[Extracted records]

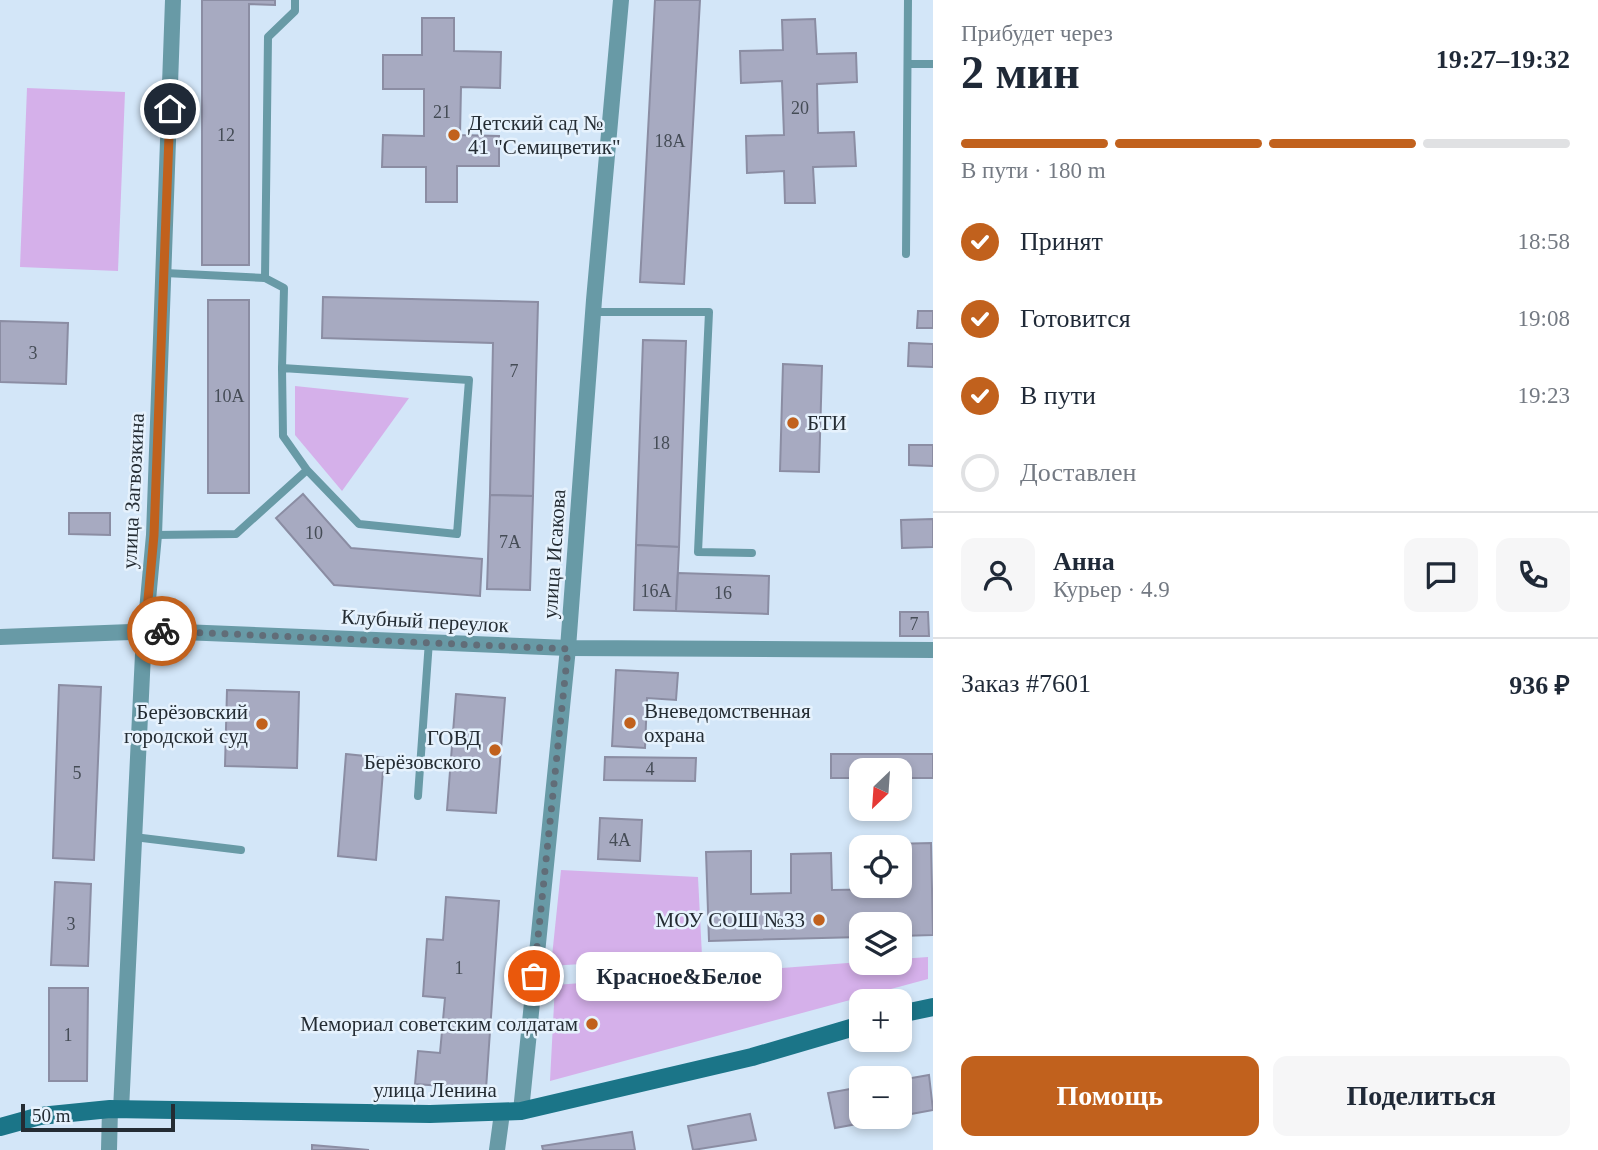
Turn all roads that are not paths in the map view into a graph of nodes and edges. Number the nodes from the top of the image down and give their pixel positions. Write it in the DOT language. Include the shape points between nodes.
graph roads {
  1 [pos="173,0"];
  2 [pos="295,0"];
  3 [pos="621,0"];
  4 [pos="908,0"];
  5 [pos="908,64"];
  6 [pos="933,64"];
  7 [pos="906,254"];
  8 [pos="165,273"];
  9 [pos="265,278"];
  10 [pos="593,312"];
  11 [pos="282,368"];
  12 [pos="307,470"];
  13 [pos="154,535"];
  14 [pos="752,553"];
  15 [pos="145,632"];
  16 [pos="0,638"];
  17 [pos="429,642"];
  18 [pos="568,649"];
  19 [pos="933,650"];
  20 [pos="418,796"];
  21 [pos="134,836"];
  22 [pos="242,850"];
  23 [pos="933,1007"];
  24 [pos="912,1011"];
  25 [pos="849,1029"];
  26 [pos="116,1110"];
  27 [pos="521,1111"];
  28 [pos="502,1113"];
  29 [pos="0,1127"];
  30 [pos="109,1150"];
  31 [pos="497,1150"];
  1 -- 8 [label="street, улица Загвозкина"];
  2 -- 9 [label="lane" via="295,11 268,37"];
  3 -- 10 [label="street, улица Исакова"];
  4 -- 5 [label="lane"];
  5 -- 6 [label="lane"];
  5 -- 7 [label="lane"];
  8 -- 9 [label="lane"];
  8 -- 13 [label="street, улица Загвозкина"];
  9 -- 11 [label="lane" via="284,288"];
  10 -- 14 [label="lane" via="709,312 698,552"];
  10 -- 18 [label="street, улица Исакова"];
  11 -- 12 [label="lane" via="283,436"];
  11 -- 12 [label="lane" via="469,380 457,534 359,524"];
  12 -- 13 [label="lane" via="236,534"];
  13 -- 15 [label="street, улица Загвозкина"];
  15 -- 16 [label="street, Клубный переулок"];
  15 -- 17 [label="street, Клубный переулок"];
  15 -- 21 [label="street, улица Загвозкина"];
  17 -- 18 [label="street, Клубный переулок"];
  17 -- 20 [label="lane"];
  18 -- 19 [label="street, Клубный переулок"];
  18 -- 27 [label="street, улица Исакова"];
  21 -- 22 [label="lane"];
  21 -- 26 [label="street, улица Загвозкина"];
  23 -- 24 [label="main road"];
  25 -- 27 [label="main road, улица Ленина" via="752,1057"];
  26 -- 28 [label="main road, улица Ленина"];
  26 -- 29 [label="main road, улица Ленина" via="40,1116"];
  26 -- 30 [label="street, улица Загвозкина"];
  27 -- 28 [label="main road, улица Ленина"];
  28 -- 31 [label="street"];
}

Required work -
What you return should be the entries from above, unchanged and without their images.

Result for this exercise -
Turn all roads that are not paths in the map view into a graph of nodes and edges. Number the nodes from the top of the image down and give their pixel positions. Write it in the DOT language. Include the shape points between nodes.
graph roads {
  1 [pos="173,0"];
  2 [pos="295,0"];
  3 [pos="621,0"];
  4 [pos="908,0"];
  5 [pos="908,64"];
  6 [pos="933,64"];
  7 [pos="906,254"];
  8 [pos="165,273"];
  9 [pos="265,278"];
  10 [pos="593,312"];
  11 [pos="282,368"];
  12 [pos="307,470"];
  13 [pos="154,535"];
  14 [pos="752,553"];
  15 [pos="145,632"];
  16 [pos="0,638"];
  17 [pos="429,642"];
  18 [pos="568,649"];
  19 [pos="933,650"];
  20 [pos="418,796"];
  21 [pos="134,836"];
  22 [pos="242,850"];
  23 [pos="933,1007"];
  24 [pos="912,1011"];
  25 [pos="849,1029"];
  26 [pos="116,1110"];
  27 [pos="521,1111"];
  28 [pos="502,1113"];
  29 [pos="0,1127"];
  30 [pos="109,1150"];
  31 [pos="497,1150"];
  1 -- 8 [label="street, улица Загвозкина"];
  2 -- 9 [label="lane" via="295,11 268,37"];
  3 -- 10 [label="street, улица Исакова"];
  4 -- 5 [label="lane"];
  5 -- 6 [label="lane"];
  5 -- 7 [label="lane"];
  8 -- 9 [label="lane"];
  8 -- 13 [label="street, улица Загвозкина"];
  9 -- 11 [label="lane" via="284,288"];
  10 -- 14 [label="lane" via="709,312 698,552"];
  10 -- 18 [label="street, улица Исакова"];
  11 -- 12 [label="lane" via="283,436"];
  11 -- 12 [label="lane" via="469,380 457,534 359,524"];
  12 -- 13 [label="lane" via="236,534"];
  13 -- 15 [label="street, улица Загвозкина"];
  15 -- 16 [label="street, Клубный переулок"];
  15 -- 17 [label="street, Клубный переулок"];
  15 -- 21 [label="street, улица Загвозкина"];
  17 -- 18 [label="street, Клубный переулок"];
  17 -- 20 [label="lane"];
  18 -- 19 [label="street, Клубный переулок"];
  18 -- 27 [label="street, улица Исакова"];
  21 -- 22 [label="lane"];
  21 -- 26 [label="street, улица Загвозкина"];
  23 -- 24 [label="main road"];
  25 -- 27 [label="main road, улица Ленина" via="752,1057"];
  26 -- 28 [label="main road, улица Ленина"];
  26 -- 29 [label="main road, улица Ленина" via="40,1116"];
  26 -- 30 [label="street, улица Загвозкина"];
  27 -- 28 [label="main road, улица Ленина"];
  28 -- 31 [label="street"];
}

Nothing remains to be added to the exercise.